» What is required: Locate each line of the material that contains "East", then return it.
--
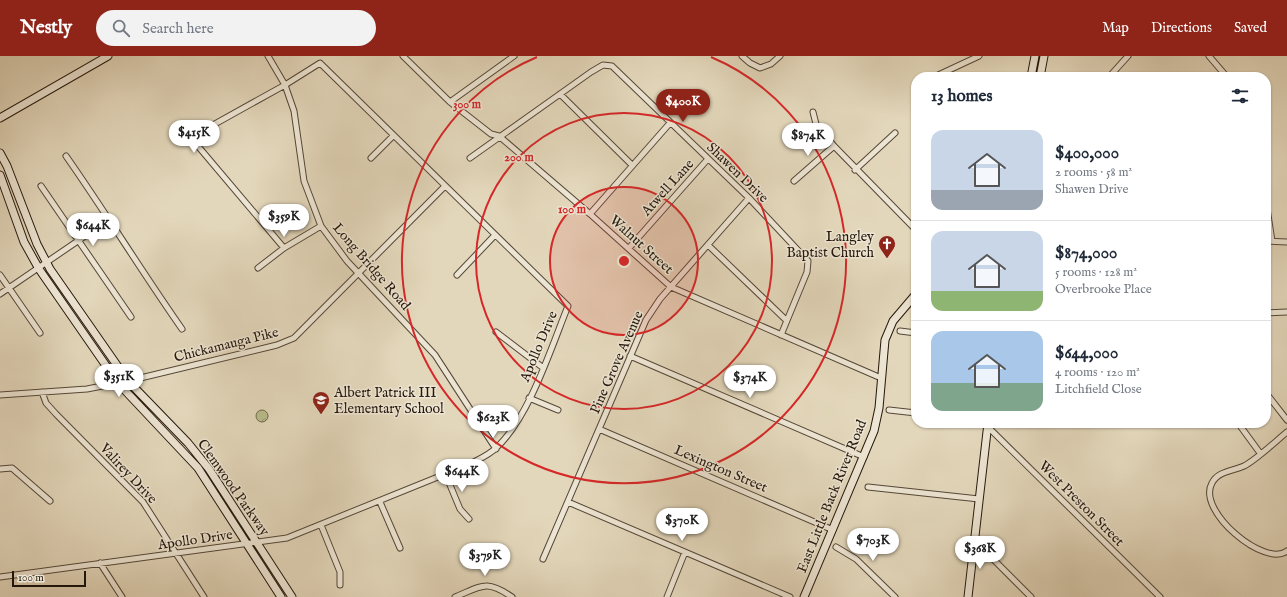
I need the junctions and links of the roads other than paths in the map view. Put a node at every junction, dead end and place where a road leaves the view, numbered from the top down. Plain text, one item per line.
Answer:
1 (108, 56) edge
2 (268, 56) edge
3 (403, 56) edge
4 (514, 56) edge
5 (742, 56) edge
6 (780, 56) edge
7 (979, 56) edge
8 (1035, 56) edge
9 (1044, 56) edge
10 (1128, 56) edge
11 (1209, 56) edge
12 (945, 72) edge
13 (1032, 72) edge
14 (1041, 72) edge
15 (1114, 72) edge
16 (1223, 72) edge
17 (285, 86) junction
18 (560, 94) junction
19 (450, 102) junction
20 (812, 112) dead end
21 (0, 118) edge
22 (670, 123) junction
23 (895, 133) dead end
24 (394, 136) junction
25 (499, 136) junction
26 (834, 146) junction
27 (0, 154) edge
28 (66, 156) dead end
29 (371, 158) dead end
30 (470, 158) dead end
31 (707, 160) junction
32 (632, 165) junction
33 (855, 170) junction
34 (0, 175) edge
35 (794, 181) dead end
36 (41, 186) dead end
37 (445, 186) junction
38 (749, 198) junction
39 (590, 214) junction
40 (110, 219) junction
41 (911, 225) edge
42 (321, 226) junction
43 (1271, 234) edge
44 (495, 235) junction
45 (78, 241) junction
46 (1272, 241) joint
47 (1287, 242) edge
48 (708, 244) junction
49 (284, 248) junction
50 (629, 248) junction
51 (47, 264) junction
52 (258, 268) dead end
53 (39, 269) junction
54 (359, 273) junction
55 (0, 275) edge
56 (457, 275) dead end
57 (671, 287) junction
58 (9, 288) junction
59 (0, 294) edge
60 (911, 300) edge
61 (1287, 312) edge
62 (1271, 313) edge
63 (131, 317) dead end
64 (786, 320) junction
65 (182, 329) dead end
66 (900, 331) dead end
67 (496, 332) dead end
68 (911, 332) edge
69 (40, 333) dead end
70 (781, 335) junction
71 (630, 356) junction
72 (542, 367) junction
73 (881, 378) junction
74 (128, 381) junction
75 (118, 383) junction
76 (42, 392) junction
77 (0, 395) edge
78 (529, 398) junction
79 (1271, 399) edge
80 (558, 410) dead end
81 (889, 410) dead end
82 (911, 412) edge
83 (1287, 420) edge
84 (987, 428) edge
85 (990, 428) edge
86 (1242, 428) edge
87 (599, 429) junction
88 (1287, 432) edge
89 (496, 448) junction
90 (1260, 453) junction
91 (864, 457) junction
92 (0, 469) edge
93 (445, 473) junction
94 (868, 487) dead end
95 (979, 500) junction
96 (50, 501) dead end
97 (380, 502) junction
98 (568, 502) junction
99 (469, 519) dead end
100 (321, 525) junction
101 (833, 530) junction
102 (975, 540) junction
103 (256, 543) junction
104 (246, 544) junction
105 (836, 547) dead end
106 (400, 548) dead end
107 (1287, 551) edge
108 (685, 552) junction
109 (177, 554) junction
110 (543, 559) dead end
111 (100, 563) junction
112 (0, 577) edge
113 (340, 585) dead end
114 (122, 597) edge
115 (204, 597) edge
116 (281, 597) edge
117 (292, 597) edge
118 (456, 597) edge
119 (512, 597) edge
120 (667, 597) edge
121 (790, 597) edge
122 (804, 597) edge
123 (895, 597) edge
124 (968, 597) edge
125 (1031, 597) edge
126 (1160, 597) edge

1 - 21 street
2 - 17 street, Long Bridge Road
3 - 19 street, Walnut Street
4 - 19 street
5 - 6 street
7 - 12 street
8 - 13 street
9 - 14 street
10 - 15 street
11 - 16 street
17 - 24 street, Apollo Drive
17 - 42 street, Long Bridge Road
17 - 49 street
18 - 22 street, Shawen Drive
18 - 25 street, Shawen Drive
18 - 32 street
19 - 25 street, Walnut Street
20 - 26 street
22 - 31 street, Shawen Drive
22 - 32 street
23 - 33 street
24 - 29 street
24 - 37 street, Apollo Drive
25 - 30 street, Shawen Drive
25 - 39 street, Walnut Street
26 - 33 street
26 - 35 street
27 - 51 street, Clemwood Parkway
28 - 40 street
31 - 38 street, Shawen Drive
31 - 50 street, Atwell Lane
32 - 39 street
33 - 41 street
34 - 53 street, Clemwood Parkway
36 - 45 street
37 - 44 street, Apollo Drive
37 - 54 street, Chickamauga Pike
38 - 48 street, Pine Grove Avenue
38 - 64 street, Shawen Drive
39 - 50 street, Walnut Street
40 - 45 street
40 - 65 street
42 - 49 street
42 - 54 street, Long Bridge Road
43 - 46 street
44 - 56 street
44 - 72 street, Apollo Drive
45 - 51 street
45 - 63 street
46 - 47 street
48 - 57 street, Pine Grove Avenue
48 - 64 street
49 - 52 street
50 - 57 street, Walnut Street
51 - 53 street
51 - 74 street, Clemwood Parkway
53 - 58 street
53 - 75 street, Clemwood Parkway
54 - 74 street, Chickamauga Pike
54 - 89 street, Long Bridge Road
55 - 58 street
57 - 70 street, Walnut Street
57 - 71 street, Pine Grove Avenue
58 - 59 street
58 - 69 street
60 - 73 street, East Little Back River Road
61 - 62 street
64 - 70 street, Shawen Drive
66 - 68 street
67 - 72 street
70 - 73 street, Walnut Street
71 - 87 street, Pine Grove Avenue
71 - 91 street
72 - 78 street, Apollo Drive
73 - 91 street, East Little Back River Road
74 - 75 street, Chickamauga Pike
74 - 103 street, Clemwood Parkway
75 - 76 street, Chickamauga Pike
75 - 104 street, Clemwood Parkway
76 - 77 street, Chickamauga Pike
76 - 109 street, Valirey Drive
78 - 80 street
78 - 89 street, Apollo Drive
79 - 83 street
81 - 82 street
84 - 95 street
85 - 126 street, West Preston Street
86 - 90 street
87 - 98 street, Pine Grove Avenue
87 - 101 street, Lexington Street
88 - 90 street
89 - 93 street, Apollo Drive
90 - 107 street
91 - 101 street, East Little Back River Road
92 - 96 street
93 - 97 street, Apollo Drive
93 - 99 street
94 - 95 street
95 - 102 street
97 - 100 street, Apollo Drive
97 - 106 street
98 - 108 street
98 - 110 street, Pine Grove Avenue
100 - 103 street, Apollo Drive
100 - 113 street
101 - 122 street, East Little Back River Road
102 - 124 street
102 - 125 street
103 - 104 street, Apollo Drive
103 - 117 street, Clemwood Parkway
104 - 109 street, Apollo Drive
104 - 116 street, Clemwood Parkway
105 - 123 street
108 - 120 street
108 - 121 street
109 - 111 street, Apollo Drive
109 - 115 street, Valirey Drive
111 - 112 street, Apollo Drive
111 - 114 street
118 - 119 street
--
» Exercise solution:
60 - 73 street, East Little Back River Road
73 - 91 street, East Little Back River Road
91 - 101 street, East Little Back River Road
101 - 122 street, East Little Back River Road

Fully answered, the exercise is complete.